10. CONCLUSIONS 1. The mantle thermochemical plumes are the only carriers of the core material reaching the Earth’s surface, and study of evolution of mantle- derived magmas throughout the Earth’s history is a unique source of objective information on the core development over several billion years of its existence that is not accessible by any other method. 2. Appearance of thermochemical plumes about 2.35 Ga we explain by involvement material of the primordial core in geodynamic processes as a result of its melting by the Earth’s centripetal heating.
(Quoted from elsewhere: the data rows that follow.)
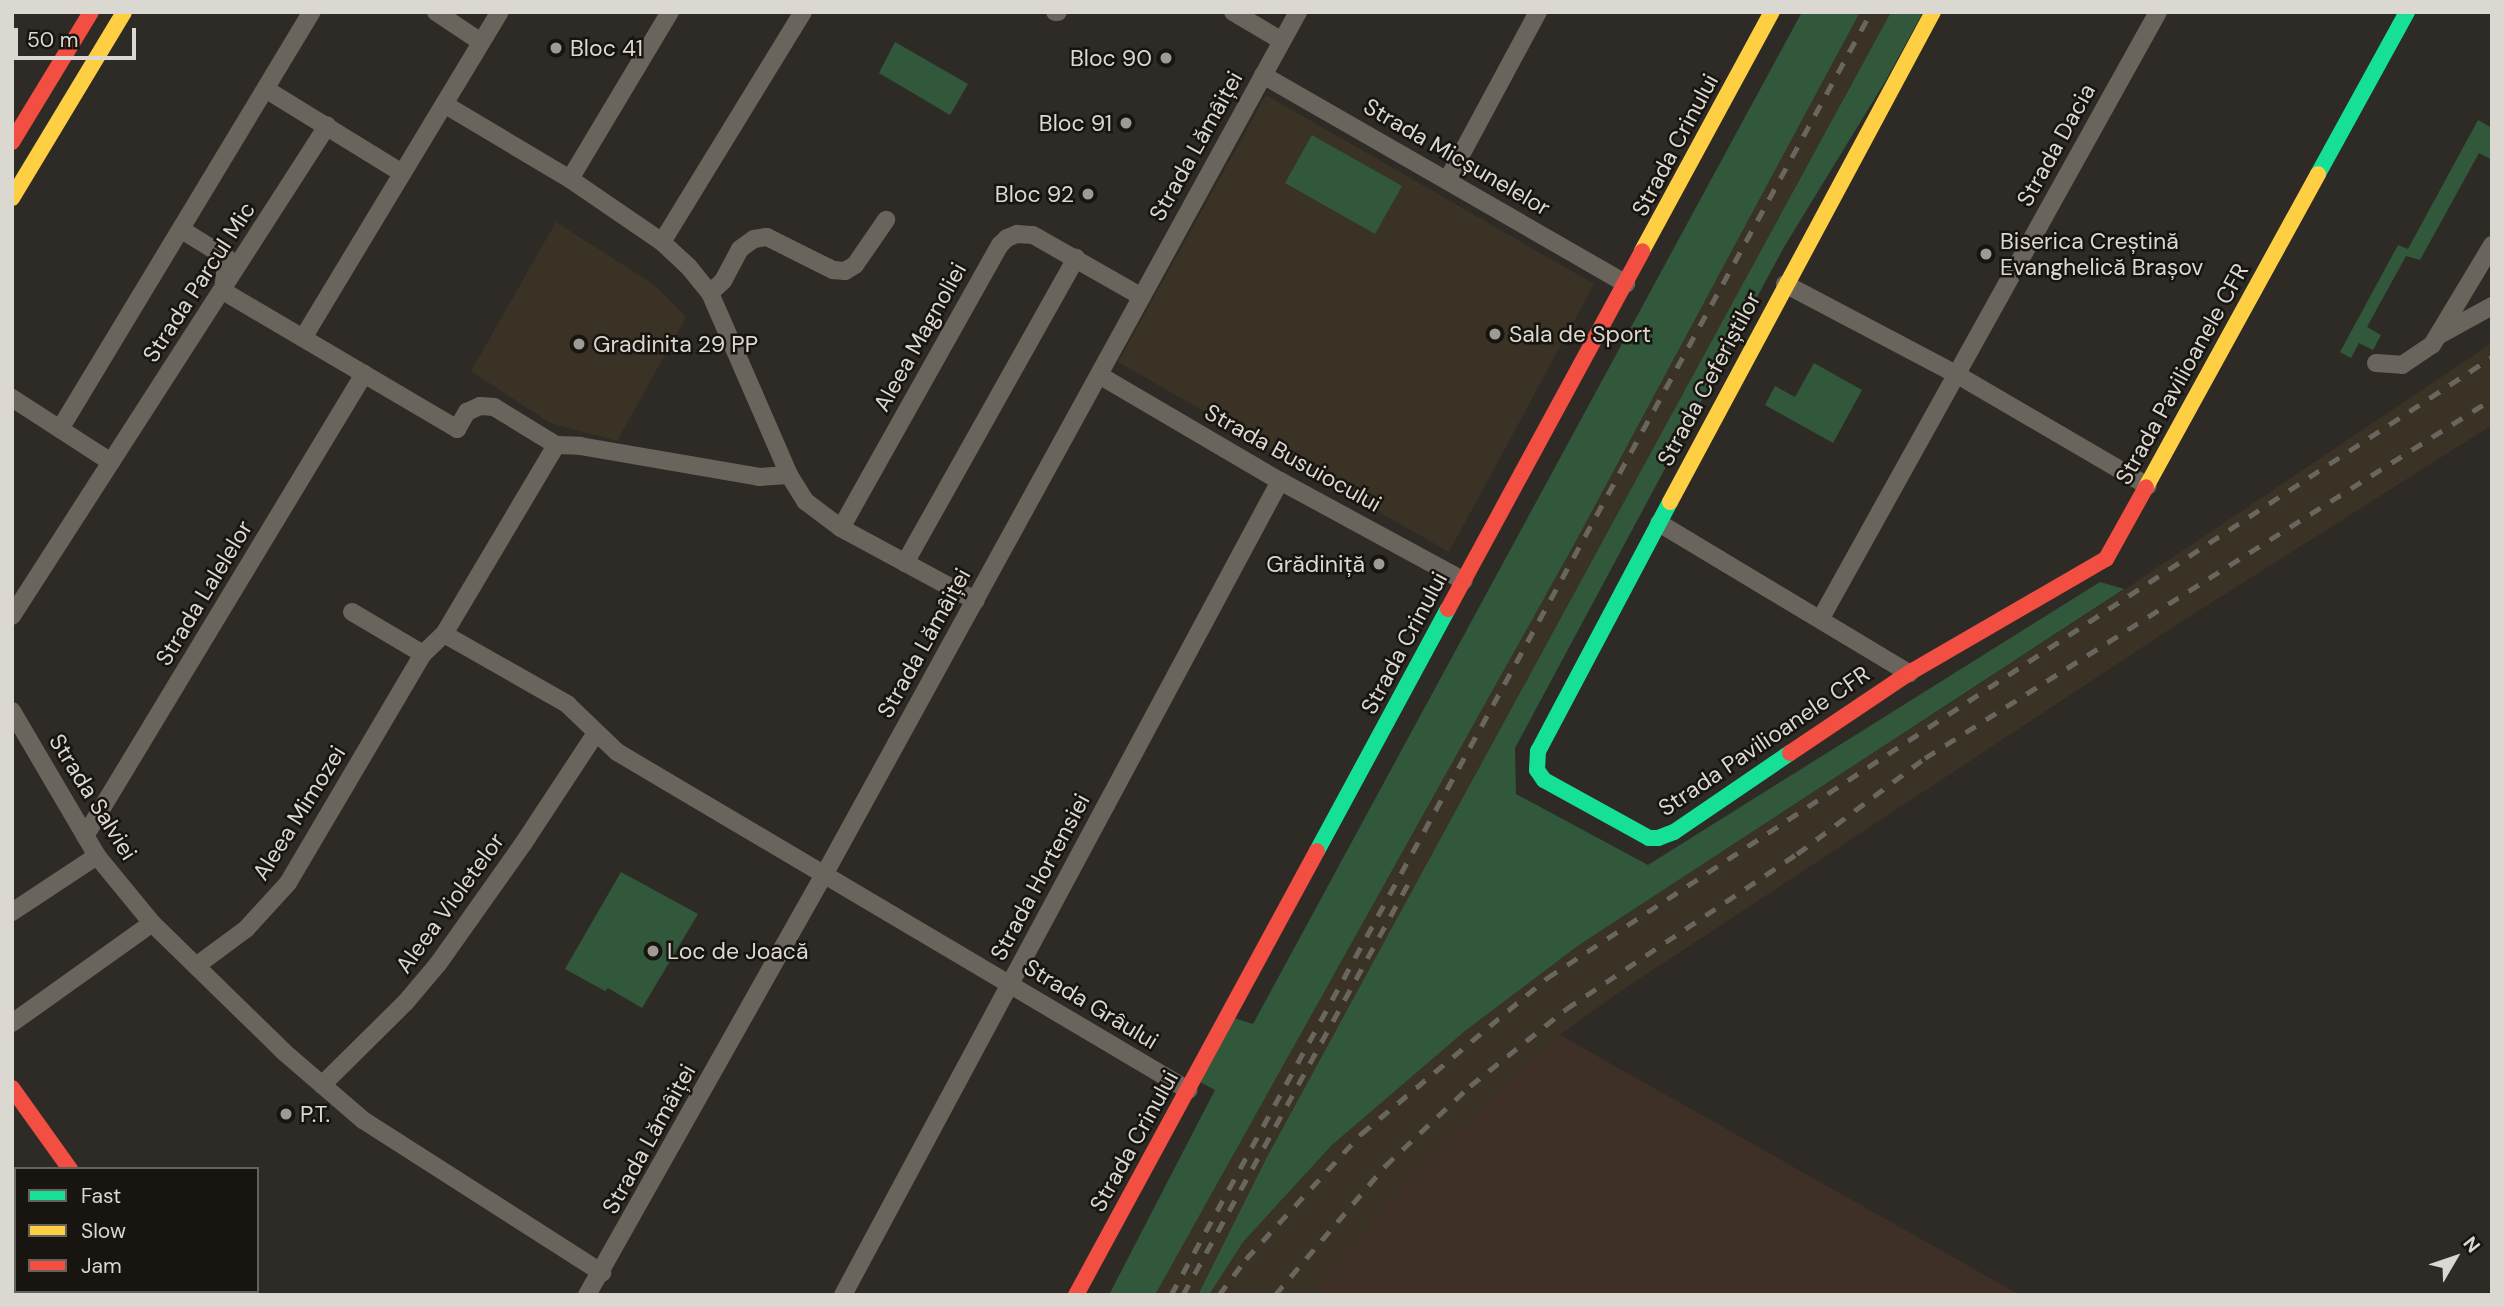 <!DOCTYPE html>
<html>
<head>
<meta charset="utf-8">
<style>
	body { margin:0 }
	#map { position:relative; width:2504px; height:1307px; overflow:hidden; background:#2e2b26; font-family:"DM Sans",sans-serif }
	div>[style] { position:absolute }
	.industrial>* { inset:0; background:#3e3026 }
	.built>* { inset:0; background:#3a3224 }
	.green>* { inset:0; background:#31583b }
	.street>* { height:18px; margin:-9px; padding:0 9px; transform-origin:9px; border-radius:9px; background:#69655d }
	.fast>* { height:16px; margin:-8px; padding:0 8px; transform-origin:8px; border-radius:8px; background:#16e098 }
	.slow>* { height:16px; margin:-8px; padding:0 8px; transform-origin:8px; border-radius:8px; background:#ffcf43 }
	.jam>* { height:16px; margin:-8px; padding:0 8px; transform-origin:8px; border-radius:8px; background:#f24e42 }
	.rail>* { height:5px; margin-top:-2.5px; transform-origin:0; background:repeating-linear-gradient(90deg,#69665f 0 12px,transparent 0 24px) }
	.dots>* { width:19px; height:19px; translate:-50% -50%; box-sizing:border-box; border:4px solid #181511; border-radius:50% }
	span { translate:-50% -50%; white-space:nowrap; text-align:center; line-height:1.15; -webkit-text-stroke:5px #181511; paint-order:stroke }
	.poi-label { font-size:23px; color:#dbd7d1 }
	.left { translate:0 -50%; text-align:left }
	.right { translate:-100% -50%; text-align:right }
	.street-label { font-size:23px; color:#dbd7d1 }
	.frame { position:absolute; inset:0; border:14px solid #dbd7d1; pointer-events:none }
	.legend { position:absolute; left:14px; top:1167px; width:245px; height:126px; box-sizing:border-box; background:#181511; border:2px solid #66635e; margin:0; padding:9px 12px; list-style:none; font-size:21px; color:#dbd7d1 }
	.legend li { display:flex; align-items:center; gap:14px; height:35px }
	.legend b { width:35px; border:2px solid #66635e }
	.north { position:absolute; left:2420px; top:1223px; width:70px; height:70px; -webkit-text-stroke:5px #181511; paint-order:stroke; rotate:51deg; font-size:19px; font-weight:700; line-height:28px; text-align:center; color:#dbd7d1 }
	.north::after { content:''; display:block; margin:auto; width:24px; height:32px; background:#dbd7d1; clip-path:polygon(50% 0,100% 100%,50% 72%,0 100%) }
	.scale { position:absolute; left:14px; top:28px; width:122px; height:32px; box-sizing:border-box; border:4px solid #dbd7d1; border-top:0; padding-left:9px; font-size:21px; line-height:24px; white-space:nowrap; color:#dbd7d1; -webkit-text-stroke:5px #181511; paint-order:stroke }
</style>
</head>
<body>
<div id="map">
	<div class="industrial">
		<div style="clip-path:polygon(1560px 1035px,2020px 1295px,1311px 1295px,1420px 1165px)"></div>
	</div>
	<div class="built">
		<div style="clip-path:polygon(1860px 12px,1891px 12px,1292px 1112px,1198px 1295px,1155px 1295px,1576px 541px)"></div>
		<div style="clip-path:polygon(1266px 95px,1594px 284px,1449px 552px,1118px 362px)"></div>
		<div style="clip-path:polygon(556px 222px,653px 284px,686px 317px,617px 441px,550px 423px,471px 371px)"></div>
		<div style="clip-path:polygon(2492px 343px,2492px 425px,2173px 627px,1618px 993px,1560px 1035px,1420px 1165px,1311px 1295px,1209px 1295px,1243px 1242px,1332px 1145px,1465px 1031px,1579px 945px,2124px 590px)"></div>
	</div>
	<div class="green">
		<div style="clip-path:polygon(1802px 12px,1860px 12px,1576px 541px,1155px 1295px,1109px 1295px,1215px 1090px,1200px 1082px,1234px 1018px,1253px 1024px)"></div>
		<div style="clip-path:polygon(1891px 12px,1923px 12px,1886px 80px,1784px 247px,1515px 748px,1516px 794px,1648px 865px,2100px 582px,2124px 589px,1579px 945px,1465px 1031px,1332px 1145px,1243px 1242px,1209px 1295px,1198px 1295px,1267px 1157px)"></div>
		<div style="clip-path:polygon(895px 42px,968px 84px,950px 115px,879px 73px)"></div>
		<div style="clip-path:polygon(2478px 120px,2492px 128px,2492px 160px,2479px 153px,2420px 260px,2406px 256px,2367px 327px,2381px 335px,2373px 350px,2359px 343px,2351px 358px,2340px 352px,2398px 245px,2408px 249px)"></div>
		<div style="clip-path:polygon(1312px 135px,1402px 186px,1375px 234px,1285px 183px)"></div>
		<div style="clip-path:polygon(1814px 363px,1862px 390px,1833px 443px,1765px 405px,1775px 386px,1795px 397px)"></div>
		<div style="clip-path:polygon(621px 872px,698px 914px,642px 1008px,608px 988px,605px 991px,565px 969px)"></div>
	</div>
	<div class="street">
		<div style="left:436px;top:12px;width:54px;rotate:33.7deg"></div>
		<div style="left:1055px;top:12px;width:3px"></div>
		<div style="left:1233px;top:12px;width:57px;rotate:30.6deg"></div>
		<div style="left:1263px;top:75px;width:419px;rotate:29.9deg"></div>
		<div style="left:267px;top:90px;width:158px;rotate:31.6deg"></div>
		<div style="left:444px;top:104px;width:147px;rotate:30.8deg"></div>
		<div style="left:570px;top:179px;width:112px;rotate:34.4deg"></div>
		<div style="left:662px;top:242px;width:35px;rotate:43deg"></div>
		<div style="left:688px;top:266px;width:35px;rotate:51deg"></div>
		<div style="left:710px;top:293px;width:198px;rotate:66.5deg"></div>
		<div style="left:789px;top:475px;width:31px;rotate:58deg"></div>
		<div style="left:805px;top:501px;width:45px;rotate:36.9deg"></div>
		<div style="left:841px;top:528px;width:153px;rotate:28.4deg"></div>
		<div style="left:570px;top:179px;width:195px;rotate:-59.1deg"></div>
		<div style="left:1448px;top:179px;width:190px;rotate:-61.7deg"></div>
		<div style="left:182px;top:230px;width:53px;rotate:31.9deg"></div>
		<div style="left:227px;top:258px;width:26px;rotate:97deg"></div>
		<div style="left:662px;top:242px;width:270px;rotate:-58.5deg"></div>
		<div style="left:1785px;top:284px;width:193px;rotate:27.8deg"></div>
		<div style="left:1956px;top:374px;width:222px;rotate:30.3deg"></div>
		<div style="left:223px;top:291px;width:272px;rotate:30.5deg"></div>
		<div style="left:457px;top:429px;width:20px;rotate:-60deg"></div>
		<div style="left:467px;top:412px;width:14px;rotate:-25deg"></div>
		<div style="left:480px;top:406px;width:14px;rotate:4deg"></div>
		<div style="left:494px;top:407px;width:73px;rotate:31.5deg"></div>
		<div style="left:556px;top:445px;width:24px;rotate:2deg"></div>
		<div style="left:580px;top:446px;width:182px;rotate:9.8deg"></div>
		<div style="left:759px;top:477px;width:30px;rotate:-4deg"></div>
		<div style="left:710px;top:293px;width:18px;rotate:-43deg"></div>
		<div style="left:723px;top:281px;width:36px;rotate:-62deg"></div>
		<div style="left:740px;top:249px;width:17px;rotate:-36deg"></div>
		<div style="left:754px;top:239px;width:13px;rotate:-9deg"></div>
		<div style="left:767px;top:237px;width:74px;rotate:26.6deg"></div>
		<div style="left:833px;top:270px;width:12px;rotate:5deg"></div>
		<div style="left:845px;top:271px;width:12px;rotate:-31deg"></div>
		<div style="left:855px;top:265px;width:55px;rotate:-55.4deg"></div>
		<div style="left:2441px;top:334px;width:58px;rotate:-28.8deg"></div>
		<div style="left:303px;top:338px;width:381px;rotate:-58.9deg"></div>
		<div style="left:2376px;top:363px;width:26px;rotate:4deg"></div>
		<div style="left:2402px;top:365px;width:36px;rotate:-34deg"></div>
		<div style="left:2432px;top:345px;width:117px;rotate:-59deg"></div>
		<div style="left:1099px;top:375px;width:210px;rotate:30.4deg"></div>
		<div style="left:1280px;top:481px;width:209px;rotate:28.5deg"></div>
		<div style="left:12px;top:398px;width:118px;rotate:32.9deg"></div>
		<div style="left:60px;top:429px;width:487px;rotate:-58.9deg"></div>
		<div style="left:1659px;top:523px;width:292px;rotate:31deg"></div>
		<div style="left:841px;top:528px;width:325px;rotate:-60.7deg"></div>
		<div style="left:1000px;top:245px;width:10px;rotate:-45deg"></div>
		<div style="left:1007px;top:238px;width:11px;rotate:-22deg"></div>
		<div style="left:1017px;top:234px;width:16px;rotate:4deg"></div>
		<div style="left:1033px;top:235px;width:125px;rotate:29.6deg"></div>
		<div style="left:905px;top:563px;width:350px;rotate:-60.7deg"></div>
		<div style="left:352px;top:612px;width:82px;rotate:30.6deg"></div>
		<div style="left:12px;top:616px;width:583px;rotate:-57.26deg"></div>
		<div style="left:1821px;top:618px;width:693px;rotate:-60.92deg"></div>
		<div style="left:444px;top:634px;width:142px;rotate:29.6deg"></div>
		<div style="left:567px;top:704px;width:69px;rotate:43.8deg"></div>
		<div style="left:617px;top:752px;width:664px;rotate:30.62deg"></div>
		<div style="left:12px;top:711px;width:168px;rotate:59.6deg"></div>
		<div style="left:97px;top:856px;width:87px;rotate:50.6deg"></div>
		<div style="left:152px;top:923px;width:185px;rotate:44.3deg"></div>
		<div style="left:284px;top:1052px;width:104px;rotate:40.7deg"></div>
		<div style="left:363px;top:1120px;width:284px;rotate:32.6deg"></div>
		<div style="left:85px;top:836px;width:540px;rotate:-58.87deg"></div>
		<div style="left:12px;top:912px;width:102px;rotate:-33.4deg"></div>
		<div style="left:196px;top:966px;width:62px;rotate:-36.5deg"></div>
		<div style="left:246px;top:929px;width:62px;rotate:-47.6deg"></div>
		<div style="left:288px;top:883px;width:266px;rotate:-59.5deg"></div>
		<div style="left:423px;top:654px;width:29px;rotate:-44deg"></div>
		<div style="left:444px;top:634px;width:220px;rotate:-59.3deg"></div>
		<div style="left:12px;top:1023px;width:172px;rotate:-35.5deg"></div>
		<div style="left:322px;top:1085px;width:117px;rotate:-44.7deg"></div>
		<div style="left:405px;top:1003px;width:51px;rotate:-49.8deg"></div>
		<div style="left:438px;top:964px;width:147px;rotate:-54.7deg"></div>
		<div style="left:523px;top:844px;width:133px;rotate:-56.7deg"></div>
		<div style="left:587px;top:1295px;width:482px;rotate:-60.6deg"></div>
		<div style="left:824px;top:875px;width:985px;rotate:-61.22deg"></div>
		<div style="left:843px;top:1295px;width:924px;rotate:-61.77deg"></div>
	</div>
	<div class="fast">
		<div style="left:2318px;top:174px;width:185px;rotate:-61.2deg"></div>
		<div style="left:1670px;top:502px;width:282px;rotate:117.9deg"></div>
		<div style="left:1538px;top:751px;width:19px;rotate:93deg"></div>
		<div style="left:1537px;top:770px;width:12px;rotate:55deg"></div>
		<div style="left:1544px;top:780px;width:120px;rotate:28.9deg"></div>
		<div style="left:1649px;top:838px;width:9px"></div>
		<div style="left:1658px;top:838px;width:17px;rotate:-21deg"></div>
		<div style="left:1674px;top:832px;width:140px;rotate:-34.3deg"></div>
		<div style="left:1317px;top:851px;width:275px;rotate:-61.6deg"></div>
	</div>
	<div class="slow">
		<div style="left:12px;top:198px;width:217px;rotate:-58.9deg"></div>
		<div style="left:1642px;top:251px;width:272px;rotate:-61.5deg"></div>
		<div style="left:2146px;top:487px;width:357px;rotate:-61.2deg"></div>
		<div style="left:1670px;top:502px;width:556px;rotate:-61.78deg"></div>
		<div style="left:136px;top:1291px;width:4px;rotate:63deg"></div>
		<div style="left:171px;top:1291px;width:5px;rotate:53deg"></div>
	</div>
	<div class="jam">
		<div style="left:12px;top:142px;width:152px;rotate:-58.7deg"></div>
		<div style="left:1448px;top:609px;width:407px;rotate:-61.5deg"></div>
		<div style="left:1790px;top:753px;width:143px;rotate:-33.9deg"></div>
		<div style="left:1909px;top:673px;width:228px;rotate:-30.1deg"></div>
		<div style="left:2106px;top:559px;width:82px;rotate:-60.9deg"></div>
		<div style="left:12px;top:1088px;width:100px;rotate:54.4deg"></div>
		<div style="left:1076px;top:1295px;width:505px;rotate:-61.51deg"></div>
	</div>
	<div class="rail">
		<div style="left:1171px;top:1295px;width:1462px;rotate:-61.38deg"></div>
		<div style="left:1183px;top:1295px;width:473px;rotate:-61.3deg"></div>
		<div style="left:1219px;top:1295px;width:45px;rotate:-53.1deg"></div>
		<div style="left:1246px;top:1259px;width:170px;rotate:-47.4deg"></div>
		<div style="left:1361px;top:1134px;width:243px;rotate:-40deg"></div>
		<div style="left:1547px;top:978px;width:1131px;rotate:-33.31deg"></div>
		<div style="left:1275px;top:1295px;width:170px;rotate:-49.5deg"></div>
		<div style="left:1385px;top:1166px;width:117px;rotate:-43.3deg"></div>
		<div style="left:1470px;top:1086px;width:123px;rotate:-38.7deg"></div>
		<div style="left:1566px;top:1009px;width:278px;rotate:-33.9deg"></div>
		<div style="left:1797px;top:854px;width:160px;rotate:-36.9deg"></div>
		<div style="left:1925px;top:758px;width:671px;rotate:-32.34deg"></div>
	</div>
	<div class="dots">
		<div style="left:556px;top:48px;background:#9e9b95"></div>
		<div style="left:1166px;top:58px;background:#9e9b95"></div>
		<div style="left:1126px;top:123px;background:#9e9b95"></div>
		<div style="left:1088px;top:194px;background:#9e9b95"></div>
		<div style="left:1986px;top:254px;background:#9e9b95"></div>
		<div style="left:1495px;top:334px;background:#9e9b95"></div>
		<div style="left:579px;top:344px;background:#9e9b95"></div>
		<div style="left:1379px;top:564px;background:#9e9b95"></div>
		<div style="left:653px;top:951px;background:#9e9b95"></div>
		<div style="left:286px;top:1114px;background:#9e9b95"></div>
	</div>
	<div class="poi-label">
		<span class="left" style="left:570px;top:48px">Bloc 41</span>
		<span class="right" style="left:1152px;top:58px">Bloc 90</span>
		<span class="right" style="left:1112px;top:123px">Bloc 91</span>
		<span class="right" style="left:1074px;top:194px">Bloc 92</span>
		<span class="left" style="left:2000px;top:254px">Biserica Creștină<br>Evanghelică Brașov</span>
		<span class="left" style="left:1509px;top:334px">Sala de Sport</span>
		<span class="left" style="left:593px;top:344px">Gradinita 29 PP</span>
		<span class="right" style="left:1365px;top:564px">Grădiniță</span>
		<span class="left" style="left:667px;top:951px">Loc de Joacă</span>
		<span class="left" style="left:300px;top:1114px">P.T.</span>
	</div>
	<div class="street-label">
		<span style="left:1675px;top:145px;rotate:-62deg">Strada Crinului</span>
		<span style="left:2056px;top:145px;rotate:-61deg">Strada Dacia</span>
		<span style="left:1196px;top:146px;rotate:-61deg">Strada Lămâiței</span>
		<span style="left:1457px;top:157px;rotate:30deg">Strada Micșunelelor</span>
		<span style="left:199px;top:282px;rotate:-57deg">Strada Parcul Mic</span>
		<span style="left:920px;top:337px;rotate:-61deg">Aleea Magnoliei</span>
		<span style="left:2182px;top:374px;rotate:-61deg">Strada Pavilioanele CFR</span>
		<span style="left:1709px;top:379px;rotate:-62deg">Strada Ceferiștilor</span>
		<span style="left:1293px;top:458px;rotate:29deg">Strada Busuiocului</span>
		<span style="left:204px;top:593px;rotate:-59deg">Strada Lalelelor</span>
		<span style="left:924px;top:643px;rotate:-61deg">Strada Lămâiței</span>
		<span style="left:1404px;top:643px;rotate:-62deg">Strada Crinului</span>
		<span style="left:1764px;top:741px;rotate:-34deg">Strada Pavilioanele CFR</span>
		<span style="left:93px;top:797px;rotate:58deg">Strada Salviei</span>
		<span style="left:299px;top:813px;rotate:-58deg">Aleea Mimozei</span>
		<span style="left:1040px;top:877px;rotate:-62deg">Strada Hortensiei</span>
		<span style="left:450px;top:903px;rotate:-54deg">Aleea Violetelor</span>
		<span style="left:1091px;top:1004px;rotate:31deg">Strada Grâului</span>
		<span style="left:649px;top:1139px;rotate:-61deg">Strada Lămâiței</span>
		<span style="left:1134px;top:1141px;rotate:-61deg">Strada Crinului</span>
	</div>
	<div class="frame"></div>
	<ul class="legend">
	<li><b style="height:9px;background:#16e098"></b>Fast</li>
	<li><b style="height:9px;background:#ffcf43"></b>Slow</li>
	<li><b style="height:9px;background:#f24e42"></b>Jam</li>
	</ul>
	<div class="north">N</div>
	<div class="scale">50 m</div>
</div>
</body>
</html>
This heating is, probably, considered with the wave of heat-generated deformations caused by acceleration of rotation of the body as a result of a gradually decrease its radius upon compression material of the newly-formed planet. 3. The geological and petrological data available on the Earth evolution are consistent with model of its heterogeneous accretion from material that existed in the early Solar system, and the primordial iron core, probably, was its embryo. 4. Very likely, that the Earth’s core had different composition and structure at the early and late stages of its evolution; material of the modern (secondary) core, very probably, consists on a mixture of the primordial core matter and iron of the chondritic origin.